Work required:
Search the records below for the word "الوليد". Copy each line where it occurs.

[Opening Data for processing section]

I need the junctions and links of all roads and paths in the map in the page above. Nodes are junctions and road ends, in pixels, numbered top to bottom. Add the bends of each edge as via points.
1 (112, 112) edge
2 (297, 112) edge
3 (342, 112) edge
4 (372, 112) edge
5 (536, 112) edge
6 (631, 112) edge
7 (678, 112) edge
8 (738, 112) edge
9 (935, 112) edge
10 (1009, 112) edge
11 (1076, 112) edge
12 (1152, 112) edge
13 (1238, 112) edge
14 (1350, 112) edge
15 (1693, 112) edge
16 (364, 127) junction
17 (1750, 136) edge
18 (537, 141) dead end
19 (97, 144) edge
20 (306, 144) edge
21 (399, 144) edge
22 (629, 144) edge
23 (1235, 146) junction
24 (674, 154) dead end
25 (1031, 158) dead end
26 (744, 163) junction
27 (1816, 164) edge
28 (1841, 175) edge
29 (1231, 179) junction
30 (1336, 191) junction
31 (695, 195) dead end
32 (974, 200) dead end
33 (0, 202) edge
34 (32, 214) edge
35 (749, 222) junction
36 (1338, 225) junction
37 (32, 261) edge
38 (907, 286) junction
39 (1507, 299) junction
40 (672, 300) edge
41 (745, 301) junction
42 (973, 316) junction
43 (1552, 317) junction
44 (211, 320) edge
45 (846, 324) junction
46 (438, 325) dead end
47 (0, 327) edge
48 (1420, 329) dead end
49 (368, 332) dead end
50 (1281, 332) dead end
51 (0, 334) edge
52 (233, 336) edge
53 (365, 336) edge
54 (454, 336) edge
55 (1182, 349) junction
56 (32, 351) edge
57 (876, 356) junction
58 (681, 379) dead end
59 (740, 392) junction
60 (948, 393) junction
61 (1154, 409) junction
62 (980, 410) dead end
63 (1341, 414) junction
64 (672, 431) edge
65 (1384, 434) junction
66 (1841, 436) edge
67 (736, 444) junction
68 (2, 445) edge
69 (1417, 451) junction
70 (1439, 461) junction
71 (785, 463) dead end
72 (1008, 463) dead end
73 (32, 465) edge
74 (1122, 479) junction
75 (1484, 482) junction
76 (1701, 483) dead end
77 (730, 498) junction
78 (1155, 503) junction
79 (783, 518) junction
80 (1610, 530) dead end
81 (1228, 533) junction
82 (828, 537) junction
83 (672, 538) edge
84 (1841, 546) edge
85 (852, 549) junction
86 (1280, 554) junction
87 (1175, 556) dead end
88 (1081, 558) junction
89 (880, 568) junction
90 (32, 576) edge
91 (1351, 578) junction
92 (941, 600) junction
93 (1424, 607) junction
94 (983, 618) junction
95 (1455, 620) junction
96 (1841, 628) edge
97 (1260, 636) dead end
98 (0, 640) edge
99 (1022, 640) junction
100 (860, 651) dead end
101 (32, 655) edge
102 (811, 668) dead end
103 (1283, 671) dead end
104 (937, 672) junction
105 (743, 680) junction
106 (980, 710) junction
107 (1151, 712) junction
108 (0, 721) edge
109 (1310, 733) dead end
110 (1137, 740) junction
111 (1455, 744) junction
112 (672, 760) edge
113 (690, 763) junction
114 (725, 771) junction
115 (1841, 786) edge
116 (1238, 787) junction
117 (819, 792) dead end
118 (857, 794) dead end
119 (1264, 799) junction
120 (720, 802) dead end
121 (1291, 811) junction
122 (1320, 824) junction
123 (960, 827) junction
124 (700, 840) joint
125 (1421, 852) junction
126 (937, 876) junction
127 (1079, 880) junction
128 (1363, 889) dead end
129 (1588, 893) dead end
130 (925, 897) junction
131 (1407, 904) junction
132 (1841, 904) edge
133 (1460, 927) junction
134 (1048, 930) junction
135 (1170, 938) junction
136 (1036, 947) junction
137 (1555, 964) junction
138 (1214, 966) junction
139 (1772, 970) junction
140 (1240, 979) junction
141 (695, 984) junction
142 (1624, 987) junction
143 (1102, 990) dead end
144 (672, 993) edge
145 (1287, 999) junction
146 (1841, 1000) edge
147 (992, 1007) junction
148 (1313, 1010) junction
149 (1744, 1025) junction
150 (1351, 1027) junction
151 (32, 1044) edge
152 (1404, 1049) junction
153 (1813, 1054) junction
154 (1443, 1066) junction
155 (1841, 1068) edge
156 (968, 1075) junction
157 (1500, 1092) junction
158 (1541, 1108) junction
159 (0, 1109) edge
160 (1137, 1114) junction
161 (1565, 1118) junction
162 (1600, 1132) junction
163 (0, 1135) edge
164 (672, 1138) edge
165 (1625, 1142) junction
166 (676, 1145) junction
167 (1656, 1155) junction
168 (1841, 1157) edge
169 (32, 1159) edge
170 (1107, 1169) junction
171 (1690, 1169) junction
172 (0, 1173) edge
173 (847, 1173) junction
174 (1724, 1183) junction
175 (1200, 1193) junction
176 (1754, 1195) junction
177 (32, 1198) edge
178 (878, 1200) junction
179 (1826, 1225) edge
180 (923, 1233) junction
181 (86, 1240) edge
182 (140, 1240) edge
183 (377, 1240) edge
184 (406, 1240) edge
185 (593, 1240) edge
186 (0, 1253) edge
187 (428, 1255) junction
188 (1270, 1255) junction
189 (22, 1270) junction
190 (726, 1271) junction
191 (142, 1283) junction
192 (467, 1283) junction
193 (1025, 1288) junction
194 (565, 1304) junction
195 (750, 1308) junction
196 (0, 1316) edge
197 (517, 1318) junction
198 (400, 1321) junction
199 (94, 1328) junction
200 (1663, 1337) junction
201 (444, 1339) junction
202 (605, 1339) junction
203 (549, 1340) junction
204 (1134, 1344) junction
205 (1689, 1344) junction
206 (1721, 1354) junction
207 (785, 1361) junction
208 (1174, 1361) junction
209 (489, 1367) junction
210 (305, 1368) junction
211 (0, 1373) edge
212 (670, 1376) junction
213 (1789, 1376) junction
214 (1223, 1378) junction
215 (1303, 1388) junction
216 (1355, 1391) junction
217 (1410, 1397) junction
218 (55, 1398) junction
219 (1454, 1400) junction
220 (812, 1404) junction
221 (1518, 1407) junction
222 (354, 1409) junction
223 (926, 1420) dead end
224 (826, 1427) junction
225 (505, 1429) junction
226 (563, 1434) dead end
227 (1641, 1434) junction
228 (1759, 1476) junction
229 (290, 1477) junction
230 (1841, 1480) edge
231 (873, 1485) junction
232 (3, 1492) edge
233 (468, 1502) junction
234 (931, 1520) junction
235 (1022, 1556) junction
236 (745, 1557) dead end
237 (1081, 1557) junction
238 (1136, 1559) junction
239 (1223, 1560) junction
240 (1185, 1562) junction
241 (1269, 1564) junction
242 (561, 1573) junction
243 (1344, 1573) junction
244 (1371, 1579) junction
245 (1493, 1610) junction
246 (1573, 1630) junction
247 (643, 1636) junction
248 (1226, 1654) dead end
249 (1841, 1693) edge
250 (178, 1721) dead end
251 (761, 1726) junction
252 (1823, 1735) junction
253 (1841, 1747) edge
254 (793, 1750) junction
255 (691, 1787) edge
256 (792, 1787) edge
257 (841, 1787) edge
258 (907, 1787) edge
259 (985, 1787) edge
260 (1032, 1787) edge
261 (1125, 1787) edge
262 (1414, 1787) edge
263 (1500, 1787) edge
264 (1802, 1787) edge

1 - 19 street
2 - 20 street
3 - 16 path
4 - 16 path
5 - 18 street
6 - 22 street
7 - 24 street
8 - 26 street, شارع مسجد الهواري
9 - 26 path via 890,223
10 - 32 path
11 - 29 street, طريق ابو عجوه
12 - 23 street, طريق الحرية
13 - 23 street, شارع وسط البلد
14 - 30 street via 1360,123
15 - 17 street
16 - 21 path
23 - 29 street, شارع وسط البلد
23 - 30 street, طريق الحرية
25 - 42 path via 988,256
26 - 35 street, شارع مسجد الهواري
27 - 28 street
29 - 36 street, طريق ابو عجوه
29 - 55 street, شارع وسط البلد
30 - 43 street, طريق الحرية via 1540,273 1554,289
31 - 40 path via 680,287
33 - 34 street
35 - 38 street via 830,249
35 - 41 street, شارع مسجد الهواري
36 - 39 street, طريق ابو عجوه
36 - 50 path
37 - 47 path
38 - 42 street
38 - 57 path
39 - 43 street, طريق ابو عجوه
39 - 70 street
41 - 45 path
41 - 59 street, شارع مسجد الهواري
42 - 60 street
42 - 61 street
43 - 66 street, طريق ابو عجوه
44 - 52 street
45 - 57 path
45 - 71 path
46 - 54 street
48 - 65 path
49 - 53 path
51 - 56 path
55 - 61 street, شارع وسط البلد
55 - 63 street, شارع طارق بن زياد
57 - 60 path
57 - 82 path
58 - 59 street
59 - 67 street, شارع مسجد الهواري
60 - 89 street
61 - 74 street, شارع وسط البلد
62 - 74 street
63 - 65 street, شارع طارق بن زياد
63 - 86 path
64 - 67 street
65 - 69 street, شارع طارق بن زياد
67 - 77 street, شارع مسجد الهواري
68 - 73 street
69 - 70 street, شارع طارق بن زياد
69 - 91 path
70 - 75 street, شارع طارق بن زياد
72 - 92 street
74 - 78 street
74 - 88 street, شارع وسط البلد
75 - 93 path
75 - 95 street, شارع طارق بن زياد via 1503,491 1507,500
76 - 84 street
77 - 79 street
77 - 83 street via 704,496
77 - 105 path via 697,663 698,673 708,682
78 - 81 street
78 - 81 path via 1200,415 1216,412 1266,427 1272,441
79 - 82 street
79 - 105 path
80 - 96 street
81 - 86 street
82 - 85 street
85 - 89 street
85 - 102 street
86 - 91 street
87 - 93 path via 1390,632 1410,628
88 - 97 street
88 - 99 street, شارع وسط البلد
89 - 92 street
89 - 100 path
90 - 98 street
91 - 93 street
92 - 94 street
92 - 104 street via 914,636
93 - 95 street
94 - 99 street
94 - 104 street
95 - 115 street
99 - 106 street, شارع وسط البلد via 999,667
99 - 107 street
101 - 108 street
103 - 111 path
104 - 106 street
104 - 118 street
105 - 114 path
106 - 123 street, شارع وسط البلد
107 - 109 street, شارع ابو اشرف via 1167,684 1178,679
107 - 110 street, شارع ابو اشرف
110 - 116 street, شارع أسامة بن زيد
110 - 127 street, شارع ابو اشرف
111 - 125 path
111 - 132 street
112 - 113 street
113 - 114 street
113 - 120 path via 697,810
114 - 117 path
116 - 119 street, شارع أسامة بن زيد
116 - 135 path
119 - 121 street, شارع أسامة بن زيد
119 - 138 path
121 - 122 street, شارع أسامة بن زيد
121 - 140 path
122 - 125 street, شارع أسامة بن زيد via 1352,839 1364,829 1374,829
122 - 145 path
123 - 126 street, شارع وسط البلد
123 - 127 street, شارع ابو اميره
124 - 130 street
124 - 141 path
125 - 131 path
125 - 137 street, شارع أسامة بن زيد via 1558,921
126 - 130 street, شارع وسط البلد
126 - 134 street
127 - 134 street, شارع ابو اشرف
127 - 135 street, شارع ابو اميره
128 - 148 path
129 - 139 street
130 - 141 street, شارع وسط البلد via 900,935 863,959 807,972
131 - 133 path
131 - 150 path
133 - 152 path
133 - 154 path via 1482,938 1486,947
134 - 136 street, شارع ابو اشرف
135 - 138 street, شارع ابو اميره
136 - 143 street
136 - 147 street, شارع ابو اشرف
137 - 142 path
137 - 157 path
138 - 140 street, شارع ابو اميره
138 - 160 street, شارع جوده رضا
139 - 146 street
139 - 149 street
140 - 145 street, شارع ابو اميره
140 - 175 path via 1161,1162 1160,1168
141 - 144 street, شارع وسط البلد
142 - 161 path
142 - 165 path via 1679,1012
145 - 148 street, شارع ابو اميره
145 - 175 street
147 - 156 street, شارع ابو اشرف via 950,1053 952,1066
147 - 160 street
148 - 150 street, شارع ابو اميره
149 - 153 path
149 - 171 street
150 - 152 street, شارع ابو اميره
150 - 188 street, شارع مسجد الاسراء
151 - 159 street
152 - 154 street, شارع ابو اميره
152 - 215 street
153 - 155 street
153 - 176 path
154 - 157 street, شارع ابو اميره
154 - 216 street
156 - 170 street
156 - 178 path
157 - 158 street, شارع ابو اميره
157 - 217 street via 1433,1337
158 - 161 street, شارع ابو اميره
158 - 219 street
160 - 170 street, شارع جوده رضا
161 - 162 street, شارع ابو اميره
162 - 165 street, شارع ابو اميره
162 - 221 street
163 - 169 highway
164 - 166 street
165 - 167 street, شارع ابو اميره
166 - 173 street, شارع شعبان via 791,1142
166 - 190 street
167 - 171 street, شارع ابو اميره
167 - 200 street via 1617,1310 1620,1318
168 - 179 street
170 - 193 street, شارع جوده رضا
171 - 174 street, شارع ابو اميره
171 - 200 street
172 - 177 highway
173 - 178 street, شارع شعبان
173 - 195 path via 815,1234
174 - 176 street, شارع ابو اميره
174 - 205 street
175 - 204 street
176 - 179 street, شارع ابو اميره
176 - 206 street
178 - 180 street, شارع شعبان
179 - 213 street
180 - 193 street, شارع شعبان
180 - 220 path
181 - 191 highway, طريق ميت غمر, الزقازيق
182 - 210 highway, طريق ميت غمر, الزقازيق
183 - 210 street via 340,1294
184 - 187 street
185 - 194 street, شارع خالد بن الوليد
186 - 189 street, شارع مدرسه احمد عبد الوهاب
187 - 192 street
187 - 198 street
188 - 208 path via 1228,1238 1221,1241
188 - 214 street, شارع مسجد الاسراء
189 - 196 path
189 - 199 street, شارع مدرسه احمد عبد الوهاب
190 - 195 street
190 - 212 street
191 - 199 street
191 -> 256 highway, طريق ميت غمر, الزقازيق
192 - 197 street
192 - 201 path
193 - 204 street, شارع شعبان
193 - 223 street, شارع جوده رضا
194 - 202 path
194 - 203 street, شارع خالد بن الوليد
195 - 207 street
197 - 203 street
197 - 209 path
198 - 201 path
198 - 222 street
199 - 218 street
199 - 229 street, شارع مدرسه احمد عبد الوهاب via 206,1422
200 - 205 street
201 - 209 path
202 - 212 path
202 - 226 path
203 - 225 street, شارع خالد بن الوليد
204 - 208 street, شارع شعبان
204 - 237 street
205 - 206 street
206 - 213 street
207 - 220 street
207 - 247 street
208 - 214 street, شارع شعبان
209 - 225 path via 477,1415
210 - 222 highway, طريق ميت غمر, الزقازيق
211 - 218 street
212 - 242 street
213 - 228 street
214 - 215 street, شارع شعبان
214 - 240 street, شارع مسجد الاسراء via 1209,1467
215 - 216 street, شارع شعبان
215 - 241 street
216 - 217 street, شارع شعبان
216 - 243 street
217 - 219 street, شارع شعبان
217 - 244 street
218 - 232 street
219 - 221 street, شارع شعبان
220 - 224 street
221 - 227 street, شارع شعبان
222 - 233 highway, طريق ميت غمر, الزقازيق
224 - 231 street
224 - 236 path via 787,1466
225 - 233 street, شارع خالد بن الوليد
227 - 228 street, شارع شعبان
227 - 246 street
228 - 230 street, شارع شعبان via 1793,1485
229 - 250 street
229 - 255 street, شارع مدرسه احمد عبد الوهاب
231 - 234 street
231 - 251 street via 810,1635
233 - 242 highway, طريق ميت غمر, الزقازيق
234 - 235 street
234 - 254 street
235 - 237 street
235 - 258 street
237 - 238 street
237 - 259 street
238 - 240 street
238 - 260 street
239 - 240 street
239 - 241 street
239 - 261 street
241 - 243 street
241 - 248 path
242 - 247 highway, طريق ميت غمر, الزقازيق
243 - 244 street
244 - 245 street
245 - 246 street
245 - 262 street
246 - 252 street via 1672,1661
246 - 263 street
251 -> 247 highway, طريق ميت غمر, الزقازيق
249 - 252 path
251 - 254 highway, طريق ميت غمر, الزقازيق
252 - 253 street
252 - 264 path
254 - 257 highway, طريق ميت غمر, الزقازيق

[Closing Data for processing section]

Finished task:
185 - 194 street, شارع خالد بن الوليد
194 - 203 street, شارع خالد بن الوليد
203 - 225 street, شارع خالد بن الوليد
225 - 233 street, شارع خالد بن الوليد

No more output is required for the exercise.